Nama kedua yang kini kerap tampil adalah Pramono Edhi Wibowo, seorang jenderal yang masih menjadi Kepala Staf Tentara Nasional Angkatan Darat atau TNI AD. Pramono dikabarkan akan pensiun sebagai seorang prajurit pada bulan Maret 2013, beberapa hari lagi. Dan jangan lupa adalah Pramono merupakan adik kandung Ani sehingga merupakan ipar Yudhoyono, sehingga tentu SBY sudah mengenal secara mendalam karakter Pramono.
Orang ketiga yang santer disebut adalah sang Sekjen Edhie Baskoro yang tentu sudah dikenal SBY secara luar dalamnya, sepak terjangnya.
Kalau selama ini disebut-sebut 28 DPD menjadi pendukung penuh Anas, maka pertanyaannya adalah apakah para ketua DPD ini masih akan berani membela mati-matian Anas yang sudah ditetapkan sebagai tersangka dan terkena cekal atau cegah tangkal oleh Kementerian Hukum dan HAM?

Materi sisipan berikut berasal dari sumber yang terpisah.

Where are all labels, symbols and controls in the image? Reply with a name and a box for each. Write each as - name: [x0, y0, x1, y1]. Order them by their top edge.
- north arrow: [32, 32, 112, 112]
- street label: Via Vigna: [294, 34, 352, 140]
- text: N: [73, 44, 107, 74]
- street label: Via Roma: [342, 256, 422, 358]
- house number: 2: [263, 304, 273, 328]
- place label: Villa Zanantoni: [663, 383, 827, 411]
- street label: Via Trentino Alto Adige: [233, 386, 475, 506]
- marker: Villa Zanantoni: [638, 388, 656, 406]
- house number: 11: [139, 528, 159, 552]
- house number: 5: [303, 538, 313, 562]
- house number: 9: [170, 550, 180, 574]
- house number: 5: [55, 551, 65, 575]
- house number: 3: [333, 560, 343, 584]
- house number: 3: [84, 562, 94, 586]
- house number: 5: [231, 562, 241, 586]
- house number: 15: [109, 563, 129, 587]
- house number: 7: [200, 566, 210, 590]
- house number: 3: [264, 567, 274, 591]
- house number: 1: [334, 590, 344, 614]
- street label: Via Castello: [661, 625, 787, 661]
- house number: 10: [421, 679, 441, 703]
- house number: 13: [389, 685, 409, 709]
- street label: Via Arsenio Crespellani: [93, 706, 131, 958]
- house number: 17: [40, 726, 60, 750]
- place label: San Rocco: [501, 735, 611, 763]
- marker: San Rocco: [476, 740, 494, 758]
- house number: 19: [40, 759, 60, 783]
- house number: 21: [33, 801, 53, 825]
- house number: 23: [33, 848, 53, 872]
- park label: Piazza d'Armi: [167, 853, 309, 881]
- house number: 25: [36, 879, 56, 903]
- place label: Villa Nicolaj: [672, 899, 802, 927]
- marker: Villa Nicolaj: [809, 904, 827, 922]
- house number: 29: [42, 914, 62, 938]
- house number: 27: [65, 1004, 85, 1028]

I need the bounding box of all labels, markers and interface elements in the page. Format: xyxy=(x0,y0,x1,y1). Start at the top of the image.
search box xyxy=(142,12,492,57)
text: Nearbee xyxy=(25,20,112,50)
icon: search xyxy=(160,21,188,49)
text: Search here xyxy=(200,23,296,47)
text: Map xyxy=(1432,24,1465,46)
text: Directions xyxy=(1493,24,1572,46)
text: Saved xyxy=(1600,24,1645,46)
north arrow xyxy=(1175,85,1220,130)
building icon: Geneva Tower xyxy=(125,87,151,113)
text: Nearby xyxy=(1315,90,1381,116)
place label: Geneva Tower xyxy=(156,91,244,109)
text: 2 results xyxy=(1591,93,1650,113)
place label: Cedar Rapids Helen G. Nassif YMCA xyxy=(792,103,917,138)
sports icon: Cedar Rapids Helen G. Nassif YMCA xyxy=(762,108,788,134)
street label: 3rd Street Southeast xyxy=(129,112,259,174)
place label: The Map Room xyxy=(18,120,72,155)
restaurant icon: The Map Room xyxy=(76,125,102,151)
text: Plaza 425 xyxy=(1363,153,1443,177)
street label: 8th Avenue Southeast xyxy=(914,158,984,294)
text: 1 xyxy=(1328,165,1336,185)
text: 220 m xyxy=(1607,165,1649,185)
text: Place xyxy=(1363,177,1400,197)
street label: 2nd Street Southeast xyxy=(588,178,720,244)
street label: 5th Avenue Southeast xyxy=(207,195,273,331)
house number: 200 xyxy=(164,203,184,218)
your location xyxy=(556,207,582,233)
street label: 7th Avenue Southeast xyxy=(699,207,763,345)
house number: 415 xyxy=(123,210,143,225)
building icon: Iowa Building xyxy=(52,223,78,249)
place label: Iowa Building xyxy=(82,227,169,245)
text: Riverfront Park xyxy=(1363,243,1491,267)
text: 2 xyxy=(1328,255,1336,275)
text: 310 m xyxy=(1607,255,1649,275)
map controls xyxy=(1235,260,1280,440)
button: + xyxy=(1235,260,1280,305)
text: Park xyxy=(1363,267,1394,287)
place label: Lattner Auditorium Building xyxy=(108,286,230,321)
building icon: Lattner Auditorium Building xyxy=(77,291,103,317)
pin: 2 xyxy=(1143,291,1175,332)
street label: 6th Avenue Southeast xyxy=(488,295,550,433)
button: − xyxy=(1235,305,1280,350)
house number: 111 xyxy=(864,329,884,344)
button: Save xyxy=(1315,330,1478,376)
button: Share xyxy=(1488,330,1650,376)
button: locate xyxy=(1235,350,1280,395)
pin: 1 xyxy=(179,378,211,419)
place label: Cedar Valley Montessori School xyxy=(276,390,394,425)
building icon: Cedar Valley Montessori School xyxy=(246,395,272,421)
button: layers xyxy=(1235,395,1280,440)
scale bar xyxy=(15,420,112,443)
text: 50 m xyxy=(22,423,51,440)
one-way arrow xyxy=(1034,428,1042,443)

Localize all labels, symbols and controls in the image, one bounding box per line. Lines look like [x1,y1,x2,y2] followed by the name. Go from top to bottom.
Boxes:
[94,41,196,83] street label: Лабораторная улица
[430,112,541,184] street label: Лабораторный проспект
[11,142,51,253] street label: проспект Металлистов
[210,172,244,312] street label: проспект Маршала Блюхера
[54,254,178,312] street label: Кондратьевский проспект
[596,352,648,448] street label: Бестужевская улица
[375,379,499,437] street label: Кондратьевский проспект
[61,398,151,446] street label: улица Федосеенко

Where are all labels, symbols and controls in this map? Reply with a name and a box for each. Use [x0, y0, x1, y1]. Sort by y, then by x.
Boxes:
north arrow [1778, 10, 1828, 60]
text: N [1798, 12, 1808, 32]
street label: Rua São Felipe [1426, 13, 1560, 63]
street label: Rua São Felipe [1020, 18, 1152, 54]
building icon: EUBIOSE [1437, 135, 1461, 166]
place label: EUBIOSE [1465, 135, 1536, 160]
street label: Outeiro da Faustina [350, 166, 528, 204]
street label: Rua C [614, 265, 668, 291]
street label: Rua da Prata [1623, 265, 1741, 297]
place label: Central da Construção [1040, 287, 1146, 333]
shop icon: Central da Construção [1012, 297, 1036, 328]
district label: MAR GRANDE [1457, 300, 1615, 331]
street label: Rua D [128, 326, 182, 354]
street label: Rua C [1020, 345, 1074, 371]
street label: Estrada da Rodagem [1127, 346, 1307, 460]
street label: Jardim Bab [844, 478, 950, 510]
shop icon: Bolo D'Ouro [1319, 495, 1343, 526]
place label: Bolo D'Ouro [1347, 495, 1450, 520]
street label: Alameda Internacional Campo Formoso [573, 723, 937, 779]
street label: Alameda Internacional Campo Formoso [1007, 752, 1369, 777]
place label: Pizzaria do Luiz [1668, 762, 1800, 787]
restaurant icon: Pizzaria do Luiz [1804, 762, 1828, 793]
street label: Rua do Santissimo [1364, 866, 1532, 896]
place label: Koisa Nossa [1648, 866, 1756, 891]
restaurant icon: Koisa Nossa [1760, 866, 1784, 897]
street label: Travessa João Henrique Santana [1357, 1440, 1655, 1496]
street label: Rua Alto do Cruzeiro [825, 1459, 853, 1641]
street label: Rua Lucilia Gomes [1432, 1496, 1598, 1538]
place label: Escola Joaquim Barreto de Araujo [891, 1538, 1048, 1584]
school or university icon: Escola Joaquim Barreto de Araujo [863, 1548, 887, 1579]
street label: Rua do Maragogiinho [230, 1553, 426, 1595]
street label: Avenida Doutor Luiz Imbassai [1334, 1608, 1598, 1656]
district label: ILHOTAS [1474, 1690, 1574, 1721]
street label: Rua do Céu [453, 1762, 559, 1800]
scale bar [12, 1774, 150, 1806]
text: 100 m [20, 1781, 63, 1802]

Bagaimanapun juga SBY masih merupakan Presiden dan tentu SBY tidak ragu mendepak atau menyingkirkan para ketua DPD yang tetap bersikeras membela mati-matian Anas.
Khusus mengenai Anas yang dengan "gagah beraninya" menyatakan siap digantung di Monas, maka pernyataan yang dilontarkan ini harus menjadi pelajaran berharga bagi semua tokoh masyarakat. Janganlah mentang-mentang seseorang sedang menjadi pemimpin negara atau tokoh politik maka kemudian dengan nada jumawa atau sombong berbicara semaunya di depan umum.
Jabatan hanyalah sebuah amanah dari Yang Maha Kuasa dan juga rakyat dan kalau sudah begini masih adakah orang atau tokoh masyarakat berani membela Anas dengan mati-matian? (*)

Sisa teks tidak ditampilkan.